TASK STATEMENT — Strip out all images, then restate the data verbatim.
Start of RECORDS SHOWN
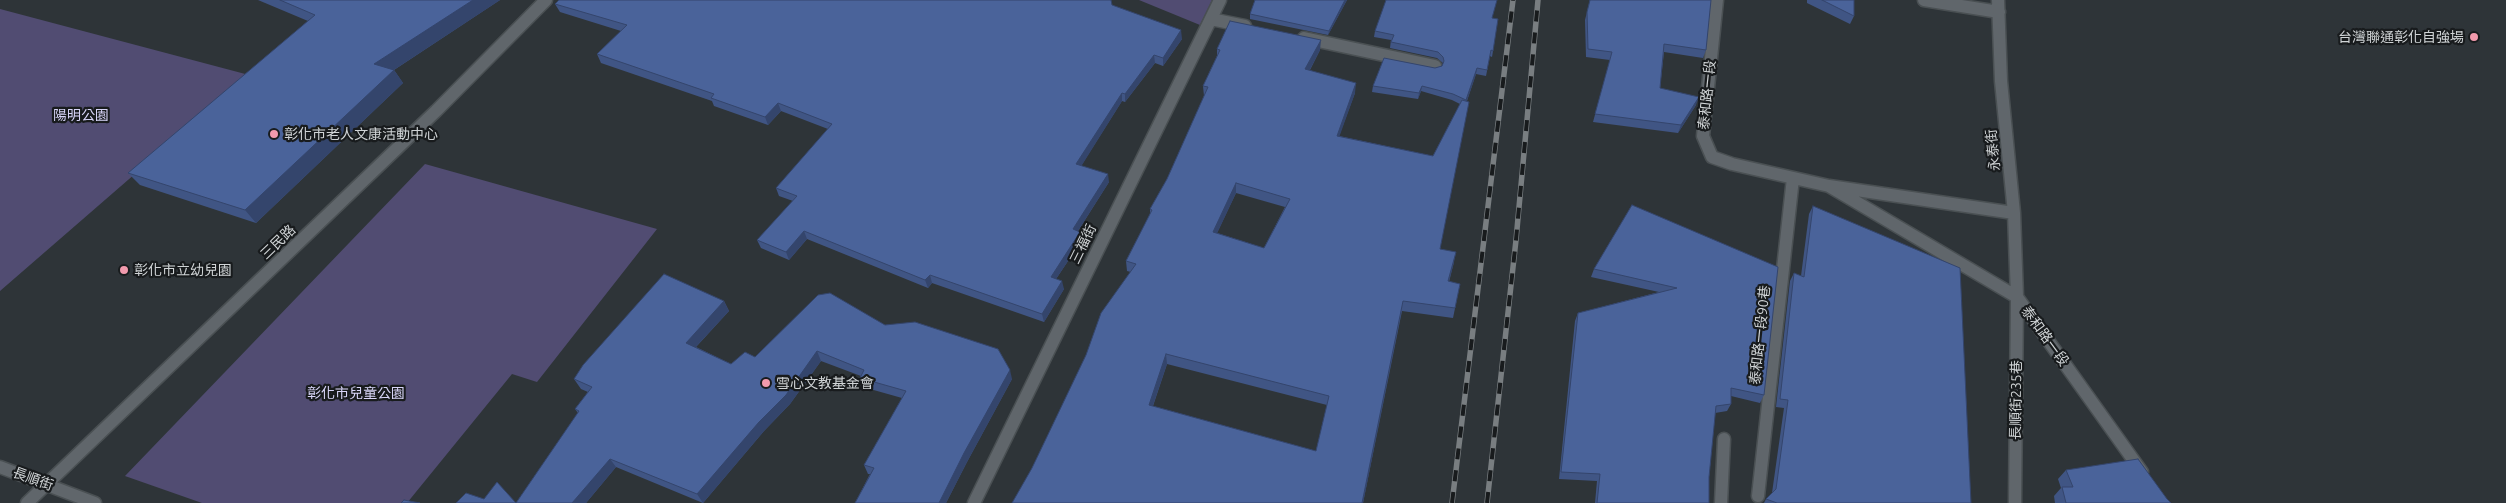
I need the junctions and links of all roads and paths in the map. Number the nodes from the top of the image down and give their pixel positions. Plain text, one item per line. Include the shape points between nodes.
1 (546, 0) edge
2 (1220, 0) edge
3 (1717, 0) edge
4 (1924, 0) edge
5 (1998, 6) edge
6 (1211, 19) junction
7 (1260, 29) edge
8 (1289, 35) edge
9 (1435, 66) edge
10 (1793, 178) junction
11 (1829, 186) junction
12 (2014, 213) junction
13 (2017, 297) junction
14 (1724, 439) dead end
15 (0, 467) edge
16 (47, 484) junction
17 (2153, 487) edge
18 (1758, 496) dead end
19 (27, 503) edge
20 (95, 503) edge
21 (974, 503) edge
22 (1722, 503) edge
23 (2015, 503) edge

1 - 16 street, 三民路 via 436,111
2 - 6 street, 三福街
3 - 10 street, 泰和路一段 via 1703,136 1712,157
4 - 5 street
5 - 12 street, 永泰街 via 2001,81
6 - 7 street
6 - 21 street, 三福街
8 - 9 street
10 - 11 street, 泰和路一段
10 - 18 street, 泰和路一段90巷
11 - 12 street, 泰和路一段
11 - 13 street, 泰和路一段
12 - 13 street, 永泰街
13 - 17 street, 泰和路一段
13 - 23 street, 長順街235巷
14 - 22 street
15 - 16 street, 長順街
16 - 19 street, 三民路
16 - 20 street, 長順街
End of RECORDS SHOWN
ANSWER TO THIS TASK —
I need the junctions and links of all roads and paths in the map. Number the nodes from the top of the image down and give their pixel positions. Plain text, one item per line. Include the shape points between nodes.
1 (546, 0) edge
2 (1220, 0) edge
3 (1717, 0) edge
4 (1924, 0) edge
5 (1998, 6) edge
6 (1211, 19) junction
7 (1260, 29) edge
8 (1289, 35) edge
9 (1435, 66) edge
10 (1793, 178) junction
11 (1829, 186) junction
12 (2014, 213) junction
13 (2017, 297) junction
14 (1724, 439) dead end
15 (0, 467) edge
16 (47, 484) junction
17 (2153, 487) edge
18 (1758, 496) dead end
19 (27, 503) edge
20 (95, 503) edge
21 (974, 503) edge
22 (1722, 503) edge
23 (2015, 503) edge

1 - 16 street, 三民路 via 436,111
2 - 6 street, 三福街
3 - 10 street, 泰和路一段 via 1703,136 1712,157
4 - 5 street
5 - 12 street, 永泰街 via 2001,81
6 - 7 street
6 - 21 street, 三福街
8 - 9 street
10 - 11 street, 泰和路一段
10 - 18 street, 泰和路一段90巷
11 - 12 street, 泰和路一段
11 - 13 street, 泰和路一段
12 - 13 street, 永泰街
13 - 17 street, 泰和路一段
13 - 23 street, 長順街235巷
14 - 22 street
15 - 16 street, 長順街
16 - 19 street, 三民路
16 - 20 street, 長順街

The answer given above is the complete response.